Nobody expects high-school world history textbook writers to know all the languages of the cultures they describe, but a certain amount of double-checking of spellings and pronunciations is obligatory—by press copy editors, if not by the authors themselves. Both text­books make gross errors in the pronunciation of the last two sylla­bles in Jiang Jieshi’s trisyllabic name—which sounds like “Jeeahng Jyeh-shur” but is mistakenly rendered as “Jyawng jeh-shee” [sic]  in Ellis and Esler (736) and “Jee-ahng jee-shee” [sic] in Beck et al. (402); the latter rendering also gives the reader the misleading impression that Jiang’s monosyllabic surname has two syllables. Beck et al. also misspell the given name of one of Mao Zedong’s wives (403) and both syllables of the Communists’ former strong­hold of Ruijin in Jiangxi as “Riujan” (sic. 404).

What these errors in spelling and pronunciation suggest is that the authors are all either basing their guesses about how a Chinese vowel ending like “-ie” should be pronounced on French or on some other inappropriate analogue, or else repeating an error in pronuncia­tion that some other non-Chinese author has already made. Admit­tedly, China’s standard Pinyin system of romanization is seriously flawed in the way that the vowel “i” has several different pronuncia­tions, depending on which consonants and vowels precede or follow it.
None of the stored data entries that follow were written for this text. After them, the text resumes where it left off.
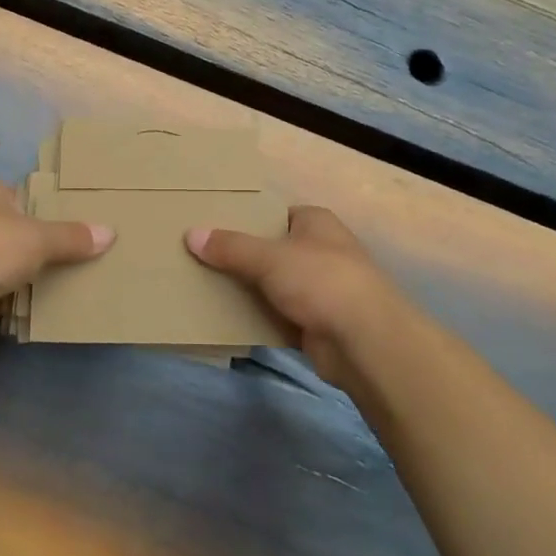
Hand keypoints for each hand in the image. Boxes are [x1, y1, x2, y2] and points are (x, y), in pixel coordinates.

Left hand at [0, 172, 113, 347]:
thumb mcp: (39, 238)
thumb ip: (73, 236)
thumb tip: (110, 233)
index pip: (19, 191)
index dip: (42, 206)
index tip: (68, 223)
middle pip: (11, 226)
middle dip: (34, 241)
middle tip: (72, 253)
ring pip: (1, 258)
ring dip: (21, 270)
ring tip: (60, 279)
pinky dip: (9, 294)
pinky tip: (33, 302)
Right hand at [186, 207, 421, 392]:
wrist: (364, 341)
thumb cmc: (320, 280)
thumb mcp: (269, 257)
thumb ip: (230, 247)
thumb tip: (190, 234)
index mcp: (316, 222)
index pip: (276, 214)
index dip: (248, 220)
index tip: (214, 227)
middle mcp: (321, 251)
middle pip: (272, 250)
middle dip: (242, 257)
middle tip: (201, 258)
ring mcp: (321, 289)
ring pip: (274, 284)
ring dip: (249, 290)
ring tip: (205, 287)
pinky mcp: (316, 323)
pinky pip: (278, 315)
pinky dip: (258, 317)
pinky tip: (227, 319)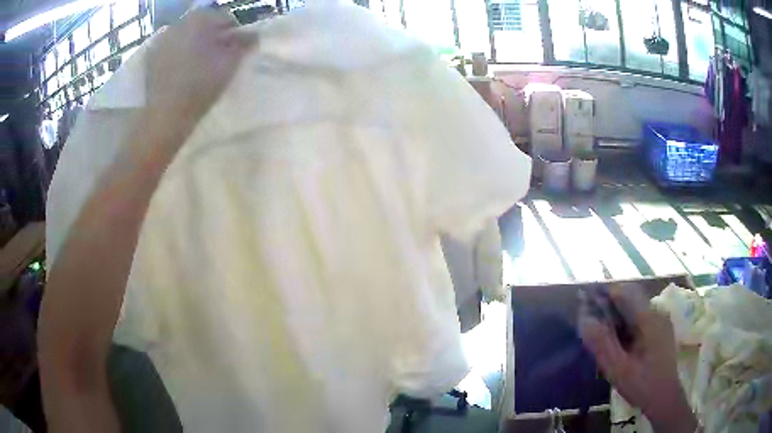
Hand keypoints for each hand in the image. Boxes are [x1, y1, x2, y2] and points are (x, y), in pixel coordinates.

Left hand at [145, 8, 256, 138]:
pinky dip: (178, 56)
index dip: (233, 33)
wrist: (166, 115)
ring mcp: (161, 42)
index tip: (237, 48)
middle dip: (212, 37)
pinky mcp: (150, 59)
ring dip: (194, 45)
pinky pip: (170, 50)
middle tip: (218, 57)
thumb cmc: (201, 85)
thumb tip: (252, 35)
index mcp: (199, 20)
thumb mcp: (230, 63)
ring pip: (185, 37)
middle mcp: (178, 24)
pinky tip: (182, 72)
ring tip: (199, 65)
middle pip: (202, 26)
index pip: (224, 18)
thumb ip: (243, 43)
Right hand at [579, 286, 697, 432]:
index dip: (604, 295)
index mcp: (649, 319)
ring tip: (603, 337)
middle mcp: (657, 313)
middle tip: (592, 327)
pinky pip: (641, 320)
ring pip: (635, 310)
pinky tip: (620, 344)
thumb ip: (602, 344)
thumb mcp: (618, 369)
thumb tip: (584, 320)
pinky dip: (627, 326)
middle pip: (630, 300)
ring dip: (618, 318)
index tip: (585, 304)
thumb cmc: (642, 385)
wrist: (664, 399)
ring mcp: (661, 321)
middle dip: (610, 309)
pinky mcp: (661, 330)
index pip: (625, 293)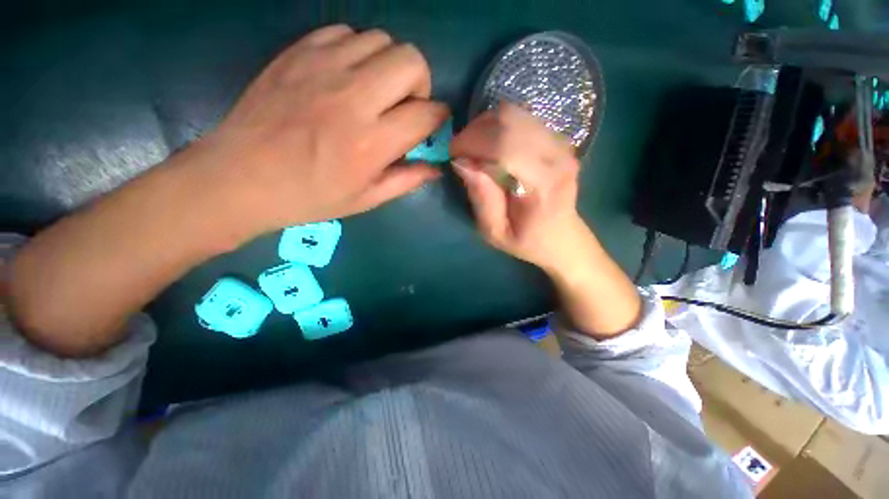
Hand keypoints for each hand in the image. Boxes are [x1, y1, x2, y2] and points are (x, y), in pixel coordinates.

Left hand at [193, 24, 449, 241]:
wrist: (242, 177)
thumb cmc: (311, 196)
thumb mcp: (367, 199)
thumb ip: (407, 180)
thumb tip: (436, 168)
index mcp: (372, 142)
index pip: (427, 113)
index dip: (438, 118)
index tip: (432, 126)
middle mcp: (353, 97)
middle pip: (411, 61)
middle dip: (420, 84)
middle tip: (405, 106)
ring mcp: (323, 67)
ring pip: (381, 40)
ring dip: (389, 66)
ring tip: (376, 92)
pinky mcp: (299, 52)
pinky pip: (345, 33)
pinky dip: (357, 52)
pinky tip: (347, 77)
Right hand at [450, 103, 589, 273]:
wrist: (562, 237)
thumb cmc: (527, 241)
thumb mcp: (495, 233)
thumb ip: (481, 199)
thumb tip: (461, 162)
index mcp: (544, 184)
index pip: (506, 146)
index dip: (473, 143)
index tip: (452, 155)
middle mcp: (558, 156)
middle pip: (510, 120)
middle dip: (475, 131)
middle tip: (461, 152)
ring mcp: (560, 143)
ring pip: (514, 113)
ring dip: (485, 126)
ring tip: (474, 149)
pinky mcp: (556, 139)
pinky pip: (521, 118)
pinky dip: (498, 126)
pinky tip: (491, 147)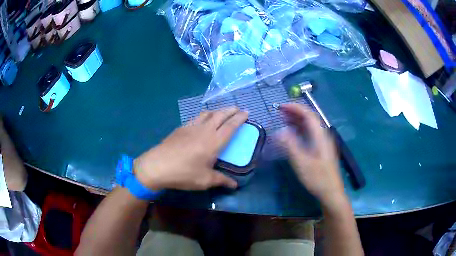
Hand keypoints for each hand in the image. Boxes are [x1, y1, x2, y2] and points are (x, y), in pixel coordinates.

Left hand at [134, 107, 247, 190]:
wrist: (158, 166)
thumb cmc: (184, 173)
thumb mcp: (205, 180)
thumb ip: (221, 180)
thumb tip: (235, 185)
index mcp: (214, 142)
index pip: (230, 126)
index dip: (240, 118)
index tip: (246, 112)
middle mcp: (204, 130)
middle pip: (220, 115)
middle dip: (231, 110)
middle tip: (237, 109)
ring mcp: (191, 127)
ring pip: (207, 113)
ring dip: (217, 111)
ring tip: (222, 112)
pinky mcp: (181, 128)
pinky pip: (196, 117)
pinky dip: (204, 115)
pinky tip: (202, 120)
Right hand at [277, 104, 345, 206]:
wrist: (331, 192)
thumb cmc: (317, 178)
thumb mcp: (302, 163)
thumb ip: (291, 146)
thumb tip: (280, 131)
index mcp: (320, 136)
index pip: (309, 115)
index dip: (295, 108)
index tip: (281, 106)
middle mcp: (323, 136)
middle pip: (310, 118)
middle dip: (295, 112)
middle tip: (280, 111)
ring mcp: (323, 143)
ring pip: (310, 126)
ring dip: (297, 120)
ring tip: (284, 119)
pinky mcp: (321, 150)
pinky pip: (310, 134)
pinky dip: (300, 130)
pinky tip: (293, 134)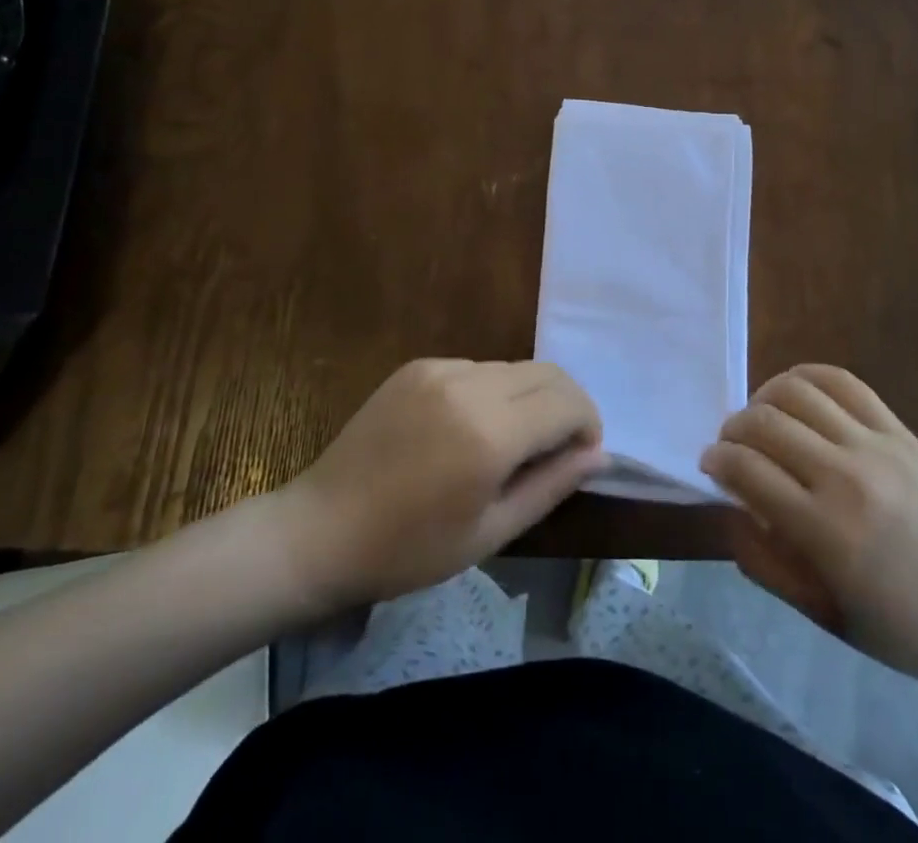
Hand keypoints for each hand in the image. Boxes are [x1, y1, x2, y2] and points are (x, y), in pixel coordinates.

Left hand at [282, 358, 603, 609]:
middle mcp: (470, 386)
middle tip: (558, 447)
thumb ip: (551, 486)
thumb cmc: (409, 550)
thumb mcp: (491, 533)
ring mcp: (441, 369)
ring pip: (514, 367)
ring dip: (530, 397)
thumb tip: (597, 453)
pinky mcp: (418, 366)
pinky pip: (476, 368)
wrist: (320, 530)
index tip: (581, 456)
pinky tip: (467, 429)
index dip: (588, 424)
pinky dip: (492, 391)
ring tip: (510, 442)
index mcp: (490, 434)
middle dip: (567, 404)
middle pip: (547, 373)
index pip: (568, 402)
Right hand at [701, 364, 917, 699]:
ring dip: (764, 398)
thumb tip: (728, 509)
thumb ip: (765, 563)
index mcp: (825, 531)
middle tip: (730, 445)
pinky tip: (794, 392)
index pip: (747, 470)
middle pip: (765, 423)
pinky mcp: (898, 430)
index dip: (716, 460)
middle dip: (733, 429)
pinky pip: (843, 382)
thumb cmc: (904, 628)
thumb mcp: (824, 616)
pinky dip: (806, 376)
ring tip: (760, 418)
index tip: (709, 465)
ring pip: (797, 391)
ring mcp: (875, 445)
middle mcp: (845, 476)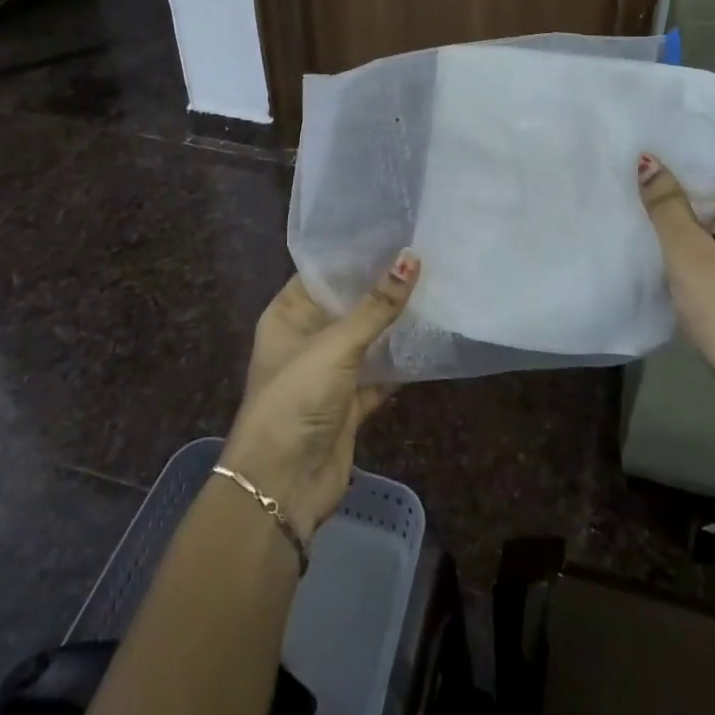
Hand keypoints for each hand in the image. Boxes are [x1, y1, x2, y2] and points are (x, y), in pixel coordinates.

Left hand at [221, 254, 419, 540]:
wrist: (280, 486)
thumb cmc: (295, 399)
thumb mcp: (336, 345)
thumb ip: (377, 305)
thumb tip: (412, 257)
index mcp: (287, 316)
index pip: (321, 273)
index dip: (353, 253)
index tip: (392, 229)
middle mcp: (305, 339)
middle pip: (347, 304)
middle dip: (380, 285)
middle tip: (423, 253)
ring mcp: (327, 373)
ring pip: (366, 339)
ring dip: (393, 323)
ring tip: (433, 287)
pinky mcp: (348, 403)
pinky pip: (379, 374)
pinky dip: (400, 363)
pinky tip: (430, 341)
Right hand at [638, 127, 714, 470]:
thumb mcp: (690, 256)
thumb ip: (666, 204)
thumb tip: (648, 160)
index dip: (691, 128)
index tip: (648, 124)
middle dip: (682, 161)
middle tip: (630, 154)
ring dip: (688, 196)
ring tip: (637, 186)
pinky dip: (699, 224)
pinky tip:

However, Chinese language courses are nowadays taught at scores of universities nationwide and in virtually every state, and there are Chinese pronunciation tools on many Web sites, so it would not be so difficult for a textbook author or press editor to find a knowledgeable resource person to double-check Chinese pronunci­ations and spellings.

Demographers such as R. J. Rummel have concluded that the overall lethality of Mao’s famine-riddled and purge-happy reign could be compared only to those of Hitler and Stalin in the twentieth century.
. . . the writers of these textbooks carefully avoid referring to Mao as a dictator . . .

AN INACCURATE CONTRAST BETWEEN MAO THE
“LEADER” AND STALIN THE “DICTATOR”

Mao Zedong promulgated a cult of personality in the 1960s that fur exceeded in intensity what his fellow dictator Josef Stalin had man­aged to achieve in the 1940s or early 1950s. Chinese songs and medallions represented Mao as a sort of Sun God who radiated warm rays of sunlight. And when Mao insisted on having his way in a given policy decision, he would brook no more dissent than Stalin would have—to the extent of forcing some of his most loyal generals (e.g., Peng Dehuai) and dedicated Party leaders (e.g., Liu Shaoqi into the disgrace of cashiering, house arrest, and an early death through subsequent mistreatment in prison. Demographers such as R. J. Rummel have concluded that the overall lethality of Mao’s famine-riddled and purge-happy reign could be compared only to those of Hitler and Stalin in the twentieth century.

Unfortunately, the writers of these textbooks carefully avoid referring to Mao as a dictator, instead using a bland title like “leader of the Chinese Communist Party” in Beck et al., even when referring to Stalin on the same page as “dictator” (410). The inconsistency whereby Stalin is frankly termed a dictator while Mao is character­ized as something much more palatable and bland has become so common in and out of academe as to go almost unnoticed. It is depressingly rare to find a leading scholar in Chinese studies such as Andrew Nathan of Columbia University who dares to apply the ‘A” word to Mao Zedong, such as in Nathan’s comments about the hair-raising biography of Mao by his long-time personal physician Li Zhisui, “perhaps the most revealing book ever written about a dicta­tor.” Overall, one cannot blame our textbook writers for having assumed the same sort of cautiously deferential stance toward Mao Zedong that they have noticed in a great many academic secondary source materials on the “Chairman.”